The first bike I’m tackling is pictured below (I have the correct rack, chain guard and McCauley fenders to do as well from other sources), and again, open to other solutions or methods.

Thanks in advance! 
Mike


----------



## the tinker (Jul 10, 2020)

Shouldn't hurt it.


----------



## Michael Boyd (Jul 10, 2020)

So , just immerse the whole frame and then follow clean up procedure after bath and badge will be fine paint wise?


----------



## the tinker (Jul 10, 2020)

There may be some residue on the badge. The rivets are steel, they might come out with a yellow oxide on them. Clean your badge off. Wash the whole frame off after the bath. Oxalic acid will not attack brass or aluminum. [Some badges are aluminum, the bike you show has a brass one]  Your badge has red paint on it, that may come off or turn lighter. OX attacks the iron oxide used in red paint.   Head badges are easily removed without damage.

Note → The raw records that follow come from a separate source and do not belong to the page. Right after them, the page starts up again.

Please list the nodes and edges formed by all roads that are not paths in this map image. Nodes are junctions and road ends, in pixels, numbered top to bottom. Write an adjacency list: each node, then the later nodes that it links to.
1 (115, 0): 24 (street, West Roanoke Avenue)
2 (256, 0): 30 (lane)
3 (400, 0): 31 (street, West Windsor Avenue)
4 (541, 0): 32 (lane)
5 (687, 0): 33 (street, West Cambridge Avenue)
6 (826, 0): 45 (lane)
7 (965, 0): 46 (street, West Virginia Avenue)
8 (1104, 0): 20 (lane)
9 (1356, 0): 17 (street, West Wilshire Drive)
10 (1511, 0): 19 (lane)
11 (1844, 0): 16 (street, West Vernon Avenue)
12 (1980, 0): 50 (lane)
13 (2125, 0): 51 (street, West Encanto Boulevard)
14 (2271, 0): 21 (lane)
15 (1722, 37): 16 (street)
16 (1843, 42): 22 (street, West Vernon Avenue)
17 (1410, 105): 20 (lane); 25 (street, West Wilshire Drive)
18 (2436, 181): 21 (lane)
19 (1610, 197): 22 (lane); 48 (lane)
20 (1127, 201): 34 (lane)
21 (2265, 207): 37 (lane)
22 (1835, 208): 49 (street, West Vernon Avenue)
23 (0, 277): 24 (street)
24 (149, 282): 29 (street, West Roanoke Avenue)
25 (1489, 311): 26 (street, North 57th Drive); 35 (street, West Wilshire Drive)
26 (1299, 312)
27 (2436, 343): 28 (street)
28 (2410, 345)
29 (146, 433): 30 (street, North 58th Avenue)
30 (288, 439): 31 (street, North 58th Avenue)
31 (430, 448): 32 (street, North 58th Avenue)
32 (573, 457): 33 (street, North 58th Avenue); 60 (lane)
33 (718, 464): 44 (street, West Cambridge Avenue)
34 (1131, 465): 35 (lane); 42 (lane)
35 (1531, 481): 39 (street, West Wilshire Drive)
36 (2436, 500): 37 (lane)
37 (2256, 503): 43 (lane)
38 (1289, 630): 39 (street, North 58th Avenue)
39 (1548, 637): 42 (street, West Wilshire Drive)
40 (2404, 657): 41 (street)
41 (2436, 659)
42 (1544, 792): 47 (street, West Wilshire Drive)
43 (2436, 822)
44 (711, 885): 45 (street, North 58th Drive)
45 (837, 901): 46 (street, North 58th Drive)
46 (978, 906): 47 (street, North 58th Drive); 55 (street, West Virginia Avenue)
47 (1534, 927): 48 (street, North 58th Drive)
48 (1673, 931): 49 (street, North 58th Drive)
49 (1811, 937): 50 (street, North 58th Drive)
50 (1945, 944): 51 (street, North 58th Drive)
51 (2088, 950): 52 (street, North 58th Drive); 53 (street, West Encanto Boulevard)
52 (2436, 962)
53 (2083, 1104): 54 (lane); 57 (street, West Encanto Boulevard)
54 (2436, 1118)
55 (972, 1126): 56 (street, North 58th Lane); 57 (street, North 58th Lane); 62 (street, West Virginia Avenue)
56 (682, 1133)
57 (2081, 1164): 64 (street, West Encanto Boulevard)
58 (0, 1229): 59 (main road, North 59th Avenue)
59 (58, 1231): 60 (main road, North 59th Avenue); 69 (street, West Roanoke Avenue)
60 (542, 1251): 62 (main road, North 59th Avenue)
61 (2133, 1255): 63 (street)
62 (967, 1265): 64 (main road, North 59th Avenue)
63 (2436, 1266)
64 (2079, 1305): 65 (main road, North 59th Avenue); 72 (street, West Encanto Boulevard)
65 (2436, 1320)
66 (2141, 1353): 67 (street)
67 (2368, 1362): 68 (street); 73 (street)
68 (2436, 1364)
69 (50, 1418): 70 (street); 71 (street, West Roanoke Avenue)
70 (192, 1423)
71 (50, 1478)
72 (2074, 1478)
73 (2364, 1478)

Instructions are listed here. Read...the entire Restoration Thread before you attempt to work on your bike. It'll save your heartache and aggravation. Your going to strip your bike down to a bare-bones frame, with nothing on it. If you decide to remove the badge, look in the Head tube, you'll see the nubs from the badge rivets barely sticking through. Take a 3/8th's or 1/2 inch ratchet extension bar and pry the female end of it against the protruding rivets, bumping them up a bit. Place masking tape on the face of the badge, to avoid scratching it. Take a good pair of electrician's, square-jawed pliers and firmly grasp the head and pull out while twisting counter clockwise, removing the rivets. Place them in your medicine cabinet or some other safe place.  Have fun. I'm going to add this: Cover the entire badge heavily with grease before soaking. Problem solved.


----------



## Michael Boyd (Jul 10, 2020)

Thank you Tinker!
Appreciate that advice above.
Besides the OA bath , is there another way to see if there is original paint underneath?
I know the paint on it is not original , but what is the best method to see what’s underneath?


----------



## the tinker (Jul 11, 2020)

If it's not original paint, don't bother with the acid bath. A waste of time on a repaint. You'll find out the original color when you disassemble it. Read the entire restoration thread. All your answers are there.


----------



## Michael Boyd (Jul 11, 2020)

Thank you


----------



## Rivnut (Jul 25, 2020)

@Michael Boyd Original paint can usually be found on the fork where it's up inside the head tube, unless the bike was painted in pieces.


----------



## Michael Boyd (Jul 25, 2020)

Great info
Thanks!


----------



## GiovanniLiCalsi (Jul 25, 2020)

the tinker said:


> There may be some residue on the badge. The rivets are steel, they might come out with a yellow oxide on them. Clean your badge off. Wash the whole frame off after the bath. Oxalic acid will not attack brass or aluminum. [Some badges are aluminum, the bike you show has a brass one]  Your badge has red paint on it, that may come off or turn lighter. OX attacks the iron oxide used in red paint.   Head badges are easily removed without damage. Instructions are listed here. Read...the entire Restoration Thread before you attempt to work on your bike. It'll save your heartache and aggravation. Your going to strip your bike down to a bare-bones frame, with nothing on it. If you decide to remove the badge, look in the Head tube, you'll see the nubs from the badge rivets barely sticking through. Take a 3/8th's or 1/2 inch ratchet extension bar and pry the female end of it against the protruding rivets, bumping them up a bit. Place masking tape on the face of the badge, to avoid scratching it. Take a good pair of electrician's, square-jawed pliers and firmly grasp the head and pull out while twisting counter clockwise, removing the rivets. Place them in your medicine cabinet or some other safe place.  Have fun. I'm going to add this: Cover the entire badge heavily with grease before soaking. Problem solved.



The badge may have been painted with one-shot red paint, that has a lead base.


----------